Can Ratings Be Bought?

    Wine blogs and message boards have been buzzing in recent weeks after a blog dubbed “Dr. Vino” reported that writers/reviewers for Robert Parker’s “Wine Advocate” have had travel, lodging and meals paid for.

     The trip that caused the most conversation involved some $25,000 in travel expenses incurred by Parker critic Jay Miller and paid for by the industry organization Wine Australia.

     Why all the chatter? After all, writers in numerous industries have been treated to trips (generally referred to as “junkets”) for decades.

     The reason is that Parker always has, as the Wall Street Journal’s David Kesmodel put it, “championed a rigid system of ethics, paying for all of his travels to wineries and shunning gifts from the trade.”

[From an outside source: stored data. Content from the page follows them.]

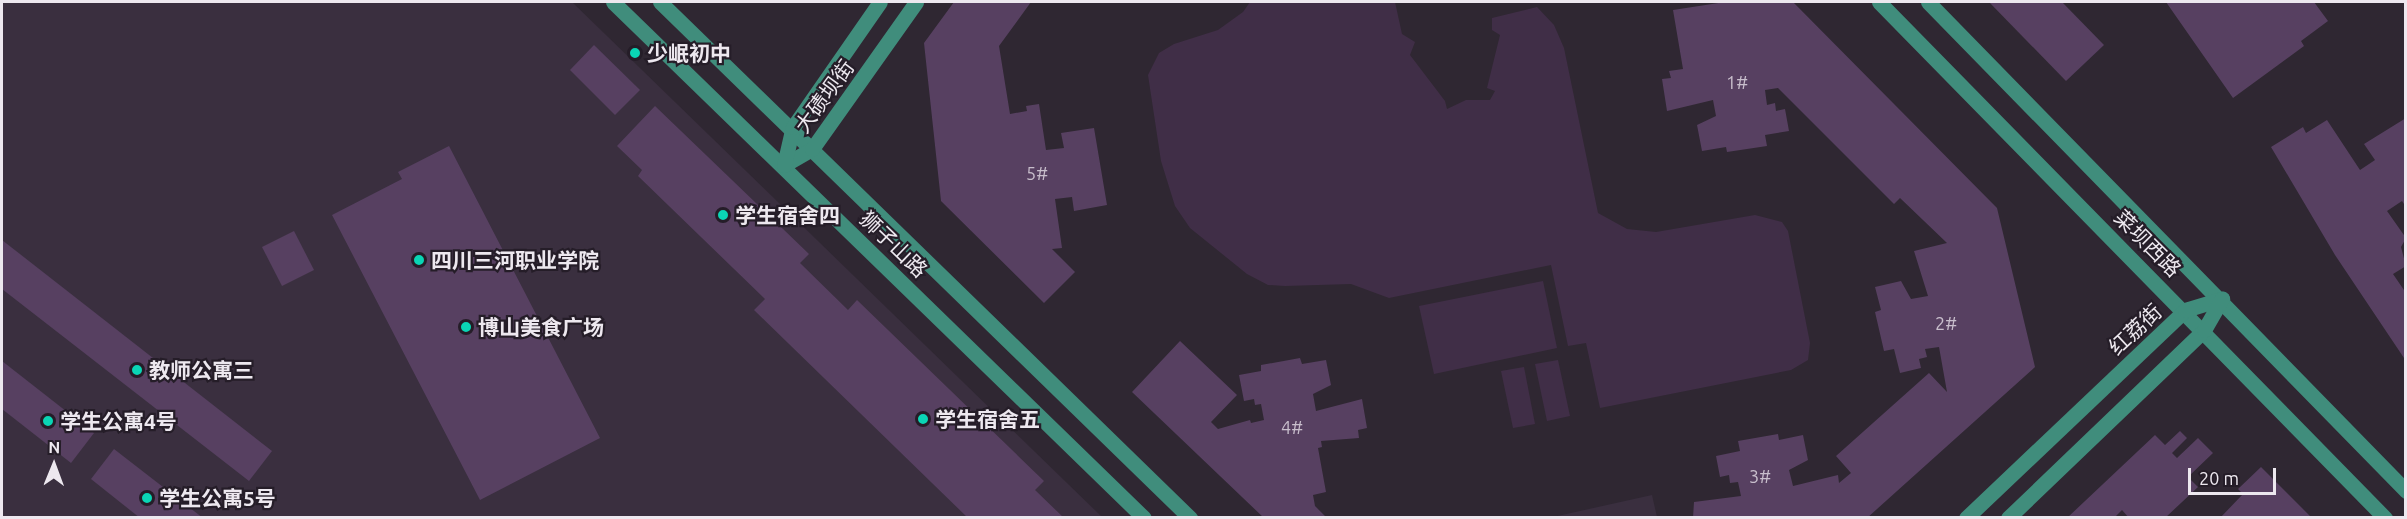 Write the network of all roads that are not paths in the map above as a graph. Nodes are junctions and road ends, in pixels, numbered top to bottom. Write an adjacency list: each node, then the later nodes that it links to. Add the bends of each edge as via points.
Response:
1 (613, 2): 9 (street, 狮子山路)
2 (660, 2): 7 (street, 狮子山路)
3 (880, 2): 7 (street, 大碛坝街)
4 (916, 2): 8 (street, 大碛坝街)
5 (1879, 2): 11 (street, 菜坝西路)
6 (1928, 2): 10 (street, 菜坝西路)
7 (793, 127): 8 (street, 狮子山路); 9 (street, 大碛坝街)
8 (813, 149): 9 (street, 大碛坝街); 15 (street, 狮子山路)
9 (784, 165): 14 (street, 狮子山路)
10 (2222, 299): 11 (street, 红荔街); 12 (street); 13 (street, 菜坝西路)
11 (2185, 310): 12 (street, 菜坝西路); 16 (street, 红荔街)
12 (2204, 330): 17 (street); 18 (street, 菜坝西路)
13 (2406, 491)
14 (1144, 518)
15 (1190, 518)
16 (1966, 518)
17 (2007, 518)
18 (2385, 518)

     So, did Miller do anything wrong in accepting Wine Australia’s financial support? We’ll leave that for the bloggers to debate.

     My own personal answer to that question is this: It doesn’t matter.

     By accepting such a large cumulative gift while working for ethics champion Parker, Miller gave the IMPRESSION that wine ratings could be bought — even if they were not in this case.

     A high standard of ethics requires one to bend over backwards to avoid even the suggestion of a conflict of interest. Once such a suggestion has been made, rightly or wrongly, a certain percentage of the population will believe it.

     In cases such as this — again, rightly or wrongly — perception becomes reality.

     Also in cases such as this, guilt by association may come into play.

     We’re not sure what Messrs. Parker and Miller can do to restore the trust they’ve lost with some of the wine-drinking public. The sad truth is that no matter what they do, some people no longer will consider the Wine Advocate to be the trusted source it once was.